We believe that one of the best starting places for developing Growth Mindset thinking and behaviour is multi-rater feedback. It helps us ascertain the current state and identify personal development opportunities, and, at the end of the day, a culture of giving and receiving feedback openly and constructively is at the heart of a Growth Mindset culture at work.
Workshop activities to start Growth Mindset thinking and behaviour
- Define what Growth Mindset thinking and behaviour is (use the summary illustration above), and have the group identify times when either they or the organisation has adopted a Growth Mindset approach to something.
- Define what Growth Mindset thinking and behaviour is and link it with Emotional Intelligence. Give your participants the questions of the Genos Emotional Intelligence Assessment (via the Behaviour Sort Card Deck), and have them select from the deck EI behaviours they see as underpinning and supporting Growth Mindset thinking and behaviour. This is a great discovery-based learning activity.
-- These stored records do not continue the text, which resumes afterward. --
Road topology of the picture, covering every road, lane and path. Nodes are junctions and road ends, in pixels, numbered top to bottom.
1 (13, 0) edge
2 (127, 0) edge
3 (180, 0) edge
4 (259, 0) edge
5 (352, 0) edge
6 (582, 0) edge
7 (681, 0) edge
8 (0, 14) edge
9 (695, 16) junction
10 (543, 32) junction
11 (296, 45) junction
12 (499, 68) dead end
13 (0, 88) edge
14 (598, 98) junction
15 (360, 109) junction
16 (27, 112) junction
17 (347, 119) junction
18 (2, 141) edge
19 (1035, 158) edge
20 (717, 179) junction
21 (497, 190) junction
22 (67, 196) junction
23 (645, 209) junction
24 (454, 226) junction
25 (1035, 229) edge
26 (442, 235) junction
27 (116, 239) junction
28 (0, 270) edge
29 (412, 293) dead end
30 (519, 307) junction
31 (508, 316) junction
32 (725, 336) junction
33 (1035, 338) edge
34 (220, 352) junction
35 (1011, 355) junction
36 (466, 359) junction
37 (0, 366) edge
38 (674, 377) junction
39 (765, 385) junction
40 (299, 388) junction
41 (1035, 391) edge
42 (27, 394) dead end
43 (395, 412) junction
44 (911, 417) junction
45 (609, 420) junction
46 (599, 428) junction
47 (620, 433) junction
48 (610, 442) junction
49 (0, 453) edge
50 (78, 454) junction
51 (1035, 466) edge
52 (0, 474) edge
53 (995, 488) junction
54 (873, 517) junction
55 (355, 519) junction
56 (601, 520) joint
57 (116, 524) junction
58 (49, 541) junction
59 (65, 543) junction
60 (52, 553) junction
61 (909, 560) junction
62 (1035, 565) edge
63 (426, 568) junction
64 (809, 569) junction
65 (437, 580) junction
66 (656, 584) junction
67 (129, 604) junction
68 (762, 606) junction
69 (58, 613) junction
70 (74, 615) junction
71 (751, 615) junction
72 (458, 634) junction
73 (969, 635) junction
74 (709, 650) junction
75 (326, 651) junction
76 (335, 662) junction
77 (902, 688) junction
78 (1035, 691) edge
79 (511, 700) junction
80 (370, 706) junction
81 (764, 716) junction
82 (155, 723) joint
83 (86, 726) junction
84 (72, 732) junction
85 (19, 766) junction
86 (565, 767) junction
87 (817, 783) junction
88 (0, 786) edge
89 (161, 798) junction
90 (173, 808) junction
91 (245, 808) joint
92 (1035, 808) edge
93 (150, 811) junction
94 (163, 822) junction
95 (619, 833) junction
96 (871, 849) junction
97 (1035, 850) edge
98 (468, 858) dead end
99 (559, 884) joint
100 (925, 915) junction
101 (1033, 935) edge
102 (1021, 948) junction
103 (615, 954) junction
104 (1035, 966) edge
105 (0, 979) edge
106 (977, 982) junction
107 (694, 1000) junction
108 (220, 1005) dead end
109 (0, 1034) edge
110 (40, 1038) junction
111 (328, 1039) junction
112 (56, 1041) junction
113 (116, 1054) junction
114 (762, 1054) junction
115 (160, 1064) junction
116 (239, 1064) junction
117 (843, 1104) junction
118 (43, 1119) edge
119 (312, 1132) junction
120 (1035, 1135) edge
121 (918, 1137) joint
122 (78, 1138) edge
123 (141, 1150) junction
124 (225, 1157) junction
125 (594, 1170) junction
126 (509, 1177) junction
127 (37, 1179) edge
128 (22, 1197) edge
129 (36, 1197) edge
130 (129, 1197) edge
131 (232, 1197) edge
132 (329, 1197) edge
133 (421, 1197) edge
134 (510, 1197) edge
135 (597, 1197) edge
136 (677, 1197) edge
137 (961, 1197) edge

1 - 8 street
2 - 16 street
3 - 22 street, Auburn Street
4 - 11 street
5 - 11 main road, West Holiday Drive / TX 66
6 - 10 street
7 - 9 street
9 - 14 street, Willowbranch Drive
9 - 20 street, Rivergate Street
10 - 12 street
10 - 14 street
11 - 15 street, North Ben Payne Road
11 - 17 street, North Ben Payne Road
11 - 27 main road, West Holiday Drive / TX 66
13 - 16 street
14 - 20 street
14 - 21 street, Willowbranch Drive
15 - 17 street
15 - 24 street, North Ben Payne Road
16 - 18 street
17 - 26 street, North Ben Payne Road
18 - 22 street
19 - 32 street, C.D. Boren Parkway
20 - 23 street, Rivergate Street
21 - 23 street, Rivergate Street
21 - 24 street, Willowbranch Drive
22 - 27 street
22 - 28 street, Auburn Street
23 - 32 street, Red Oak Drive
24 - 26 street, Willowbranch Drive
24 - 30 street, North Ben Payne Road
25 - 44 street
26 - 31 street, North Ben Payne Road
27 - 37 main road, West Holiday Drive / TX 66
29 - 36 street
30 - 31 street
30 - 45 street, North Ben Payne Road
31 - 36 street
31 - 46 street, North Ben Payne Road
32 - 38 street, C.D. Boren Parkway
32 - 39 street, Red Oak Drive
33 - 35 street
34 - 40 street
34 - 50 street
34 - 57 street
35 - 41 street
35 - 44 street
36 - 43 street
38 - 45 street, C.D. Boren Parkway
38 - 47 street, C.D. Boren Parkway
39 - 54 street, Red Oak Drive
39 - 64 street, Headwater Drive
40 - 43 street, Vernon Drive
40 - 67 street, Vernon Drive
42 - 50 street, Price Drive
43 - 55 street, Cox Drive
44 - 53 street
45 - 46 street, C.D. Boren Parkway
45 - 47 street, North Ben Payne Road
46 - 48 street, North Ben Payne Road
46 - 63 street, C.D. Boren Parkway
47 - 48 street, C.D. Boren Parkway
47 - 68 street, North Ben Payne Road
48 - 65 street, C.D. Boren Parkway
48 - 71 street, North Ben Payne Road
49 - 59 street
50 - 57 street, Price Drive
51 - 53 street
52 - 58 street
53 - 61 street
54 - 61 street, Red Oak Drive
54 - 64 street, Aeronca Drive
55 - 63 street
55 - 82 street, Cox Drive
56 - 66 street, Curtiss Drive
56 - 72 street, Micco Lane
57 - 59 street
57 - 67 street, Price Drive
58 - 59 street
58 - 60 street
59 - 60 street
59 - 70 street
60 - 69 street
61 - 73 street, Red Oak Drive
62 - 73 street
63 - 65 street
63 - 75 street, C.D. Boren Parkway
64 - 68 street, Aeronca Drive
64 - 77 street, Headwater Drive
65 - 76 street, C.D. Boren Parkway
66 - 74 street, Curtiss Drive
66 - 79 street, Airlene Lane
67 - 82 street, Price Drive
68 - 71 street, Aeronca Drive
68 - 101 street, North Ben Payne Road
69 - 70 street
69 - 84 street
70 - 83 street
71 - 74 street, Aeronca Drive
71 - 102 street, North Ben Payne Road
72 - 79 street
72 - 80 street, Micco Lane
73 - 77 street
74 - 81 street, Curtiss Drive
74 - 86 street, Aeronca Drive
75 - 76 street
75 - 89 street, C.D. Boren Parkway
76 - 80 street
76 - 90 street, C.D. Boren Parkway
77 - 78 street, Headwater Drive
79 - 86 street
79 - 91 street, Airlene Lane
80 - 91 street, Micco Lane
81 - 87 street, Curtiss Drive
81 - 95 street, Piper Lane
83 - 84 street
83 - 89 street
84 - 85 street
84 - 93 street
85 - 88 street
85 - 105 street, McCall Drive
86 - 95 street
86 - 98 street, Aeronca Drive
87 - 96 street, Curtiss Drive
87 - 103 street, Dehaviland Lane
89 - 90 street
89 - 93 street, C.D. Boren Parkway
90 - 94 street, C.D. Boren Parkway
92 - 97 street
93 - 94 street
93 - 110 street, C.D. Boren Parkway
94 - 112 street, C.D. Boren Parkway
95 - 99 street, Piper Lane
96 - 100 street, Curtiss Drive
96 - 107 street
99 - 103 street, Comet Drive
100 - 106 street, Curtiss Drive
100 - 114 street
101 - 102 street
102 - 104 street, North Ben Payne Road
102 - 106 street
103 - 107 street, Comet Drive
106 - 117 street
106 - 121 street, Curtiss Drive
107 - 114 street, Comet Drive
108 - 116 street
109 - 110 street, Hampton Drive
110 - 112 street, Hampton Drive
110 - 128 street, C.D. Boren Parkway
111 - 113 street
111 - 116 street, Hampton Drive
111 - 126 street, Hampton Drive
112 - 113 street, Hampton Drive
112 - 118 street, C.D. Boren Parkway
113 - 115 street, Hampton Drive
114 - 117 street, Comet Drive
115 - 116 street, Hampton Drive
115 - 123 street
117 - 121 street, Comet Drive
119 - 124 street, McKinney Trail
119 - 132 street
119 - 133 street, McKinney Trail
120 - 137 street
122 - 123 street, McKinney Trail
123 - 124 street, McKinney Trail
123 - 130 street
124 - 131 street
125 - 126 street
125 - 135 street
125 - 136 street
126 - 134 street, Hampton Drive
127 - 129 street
- Provide people with the opportunity to go through the Genos Workplace 180-degree Emotional Intelligence Assessment. Provide them with group or individual feedback and encourage everyone to undergo the Response Process, as outlined in the back of their reports. This approach facilitates a culture of giving and receiving feedback (on behaviours critical to Growth Mindset thinking and behaviour), and gives everyone a language and set of behaviours for it.
Just finished my dissertation, The Relationship Between Teacher EI and Student Performance, in large part thanks to you and your colleagues at Genos. I used the Genos 70 question EI questionnaire, and cite you and your research liberally throughout. I deeply appreciate your work.
Excellent article and links to mindset Ben. About to do a Genos 360 leadership feedback debrief with a client so this is timely. Thank you.